### RECORDS SHOWN:
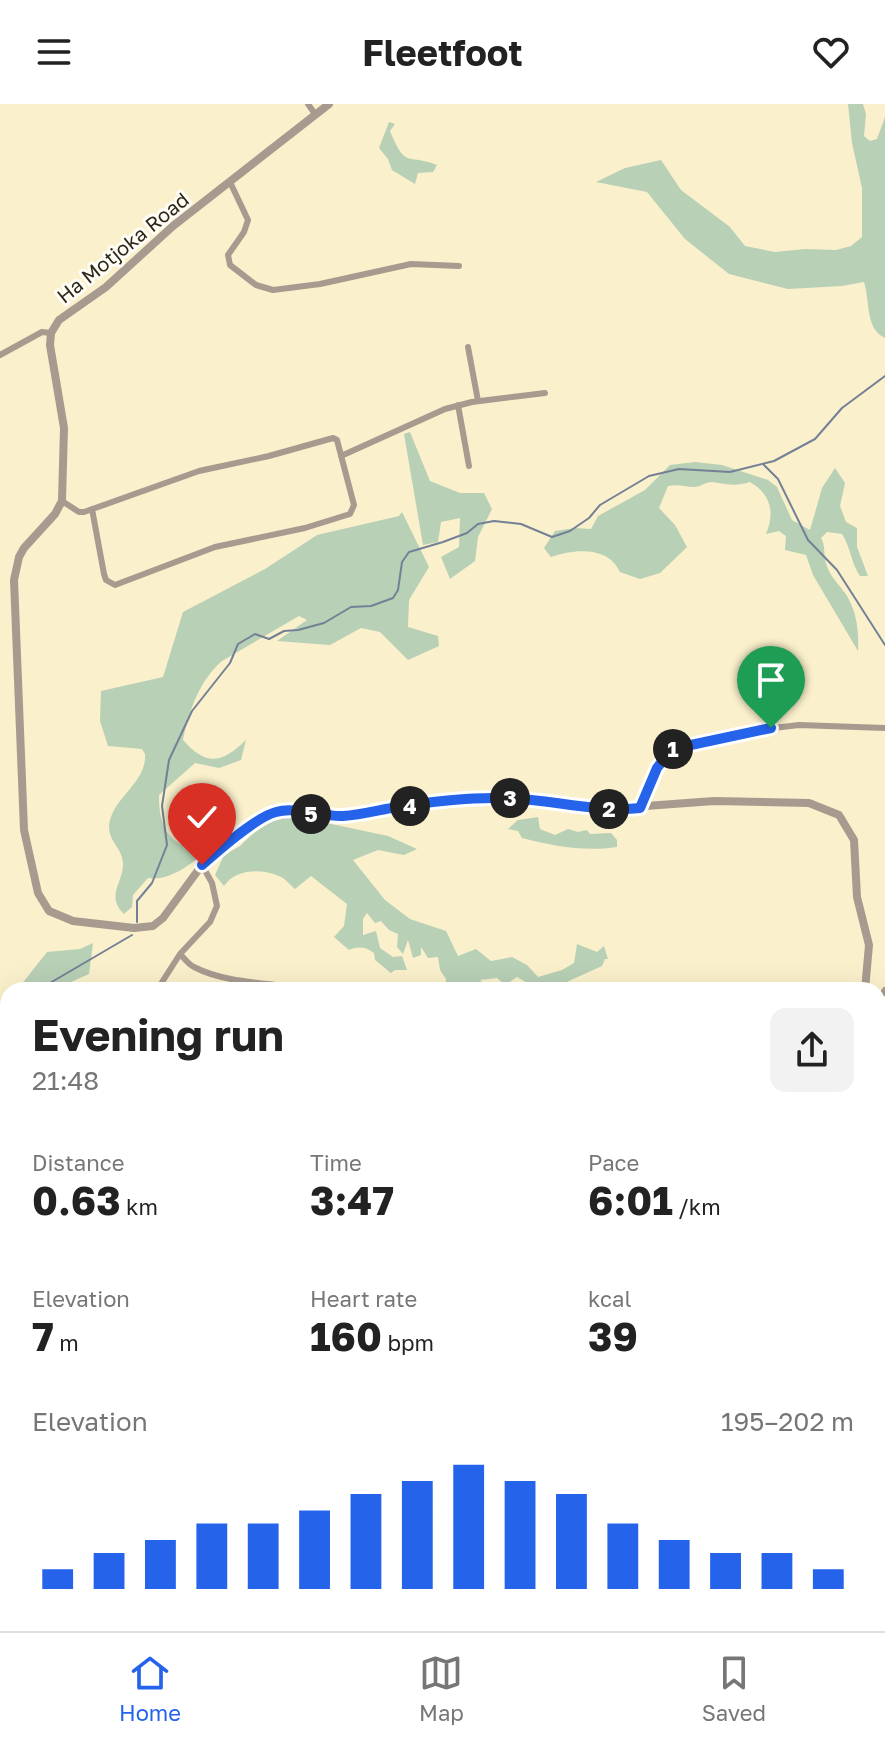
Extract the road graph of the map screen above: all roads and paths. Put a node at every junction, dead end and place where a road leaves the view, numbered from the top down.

* * *

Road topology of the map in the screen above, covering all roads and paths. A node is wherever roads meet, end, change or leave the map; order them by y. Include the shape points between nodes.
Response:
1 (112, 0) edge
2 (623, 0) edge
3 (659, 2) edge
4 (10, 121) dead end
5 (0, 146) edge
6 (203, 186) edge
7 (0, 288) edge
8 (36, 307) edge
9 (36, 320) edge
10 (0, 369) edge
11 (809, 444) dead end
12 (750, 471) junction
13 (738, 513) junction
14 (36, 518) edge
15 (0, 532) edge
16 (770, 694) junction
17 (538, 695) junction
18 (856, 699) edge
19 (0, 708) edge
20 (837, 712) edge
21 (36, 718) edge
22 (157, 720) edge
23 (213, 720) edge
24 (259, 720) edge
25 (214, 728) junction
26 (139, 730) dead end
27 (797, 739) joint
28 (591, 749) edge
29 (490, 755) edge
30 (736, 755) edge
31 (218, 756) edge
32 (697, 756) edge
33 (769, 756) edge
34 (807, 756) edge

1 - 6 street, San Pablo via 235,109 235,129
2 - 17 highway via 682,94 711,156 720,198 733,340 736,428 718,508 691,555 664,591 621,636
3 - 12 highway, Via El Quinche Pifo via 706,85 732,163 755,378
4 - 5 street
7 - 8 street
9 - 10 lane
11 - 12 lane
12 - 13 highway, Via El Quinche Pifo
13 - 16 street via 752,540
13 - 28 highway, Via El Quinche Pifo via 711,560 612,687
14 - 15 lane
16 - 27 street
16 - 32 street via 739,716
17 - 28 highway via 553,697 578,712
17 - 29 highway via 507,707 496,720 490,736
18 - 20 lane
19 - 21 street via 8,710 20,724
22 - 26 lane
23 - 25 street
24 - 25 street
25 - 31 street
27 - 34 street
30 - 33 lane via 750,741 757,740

### WORK TO BE COMPLETED:
A count is needed of the lines in the entries that contain "above". Supply only that number.

### EXERCISE RESULT:
2